The chart below is a Japanese version of the study I presented in When an Easy Fed Doesn’t Help Stocks, and When it Does. In this case, market action is classified based simply on whether the Nikkei average is above or below its 40-week moving average. As we observe in the U.S., central bank easing in Japan only reliably benefits the stock market, on average, when market action is already favorable, indicating a preference among investors to accept market risk. Notably, even BOJ tightening is associated with gains in the Nikkei index, provided that investors are inclined to take risk. In contrast, once market support breaks, neither BOJ easing nor BOJ tightening is associated with subsequent gains in the Nikkei.

The upshot is that valuations, economic data and central bank actions have to be interpreted within the context of prevailing market internals and the investor risk-preferences that they convey. When investors are risk-averse and internal support has dropped away, a small change in interest rates is simply not sufficient to encourage risk-seeking. Understand that the context of the recent move by the Bank of Japan is materially different than the context that the BOJ has operated under since 2012.

The current move does not reflect bold action on the basis of historically-informed cause-and-effect relationships or sound economic theory. Central bank actions in Japan and elsewhere merely reflect the continuation of demonstrably ineffective, deranged, and historically baseless experimentation. There is no material impact of QE on the real economy. On this point, it’s simply not true that “we have no counter-factual.” Rather, one can show that economic outcomes of the U.S., European, and Japanese economies in recent years have been no better than what would have been predicted based on prior values of purely non-monetary variables alone.

In contrast to most of the period since 2009, central bank actions are now joined by an environment that has shifted to risk-aversion. When investors are risk-seeking and market internals are favorable, quantitative easing can certainly add speculative fuel. When investors feel confident that they can earn positive returns on risky assets, zero-interest liquidity is a hot-potato, and creating more of the stuff encourages speculation. In contrast, once risk-aversion sets in among investors, QE loses its ability to promote speculation because risk-free liquidity becomes a desirable asset rather than an inferior one. Investors should not expect favorable outcomes from this environment.

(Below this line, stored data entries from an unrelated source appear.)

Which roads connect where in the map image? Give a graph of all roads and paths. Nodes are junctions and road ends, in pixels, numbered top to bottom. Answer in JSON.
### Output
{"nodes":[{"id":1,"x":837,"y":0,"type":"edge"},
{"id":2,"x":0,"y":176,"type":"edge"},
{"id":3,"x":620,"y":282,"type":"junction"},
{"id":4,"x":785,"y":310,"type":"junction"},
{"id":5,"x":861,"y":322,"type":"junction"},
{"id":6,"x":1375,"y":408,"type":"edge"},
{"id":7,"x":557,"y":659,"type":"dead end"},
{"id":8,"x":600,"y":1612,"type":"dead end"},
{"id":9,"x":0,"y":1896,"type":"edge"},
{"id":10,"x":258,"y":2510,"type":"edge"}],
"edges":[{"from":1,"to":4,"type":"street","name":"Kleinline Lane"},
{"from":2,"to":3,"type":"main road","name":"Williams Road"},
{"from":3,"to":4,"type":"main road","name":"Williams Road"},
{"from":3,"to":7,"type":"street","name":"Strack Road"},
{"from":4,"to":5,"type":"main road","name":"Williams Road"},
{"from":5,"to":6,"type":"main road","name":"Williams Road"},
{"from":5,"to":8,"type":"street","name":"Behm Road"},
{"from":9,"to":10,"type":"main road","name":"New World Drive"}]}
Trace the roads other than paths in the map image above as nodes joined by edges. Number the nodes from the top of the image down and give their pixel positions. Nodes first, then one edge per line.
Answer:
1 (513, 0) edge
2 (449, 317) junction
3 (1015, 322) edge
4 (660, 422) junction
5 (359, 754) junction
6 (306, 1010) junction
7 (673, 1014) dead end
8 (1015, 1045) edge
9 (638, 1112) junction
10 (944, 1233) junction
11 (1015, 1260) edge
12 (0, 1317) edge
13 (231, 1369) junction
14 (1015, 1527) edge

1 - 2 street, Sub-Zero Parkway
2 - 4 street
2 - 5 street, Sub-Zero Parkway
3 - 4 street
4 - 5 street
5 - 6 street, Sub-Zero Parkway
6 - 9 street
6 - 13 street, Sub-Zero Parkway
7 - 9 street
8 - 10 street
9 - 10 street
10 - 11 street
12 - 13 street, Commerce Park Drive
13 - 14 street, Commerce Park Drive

As usual, I should emphasize that if market internals improve measurably, the immediacy of our downside concerns would ease considerably. But we are monitoring that prospect directly and explicitly, rather than assuming that central bank easing will automatically produce this improvement. Aside from short-lived, knee-jerk responses, there is no historical basis to assume that central bank easing will promptly encourage fresh speculation in an overvalued market that has lost internal support. To the contrary, as investors should recall from February 1930, January 2001, and September 2007, central bank easing in an internally-weak market environment has typically been a panic response to unexpected economic deterioration. Such actions should be interpreted as the panic signals that they are.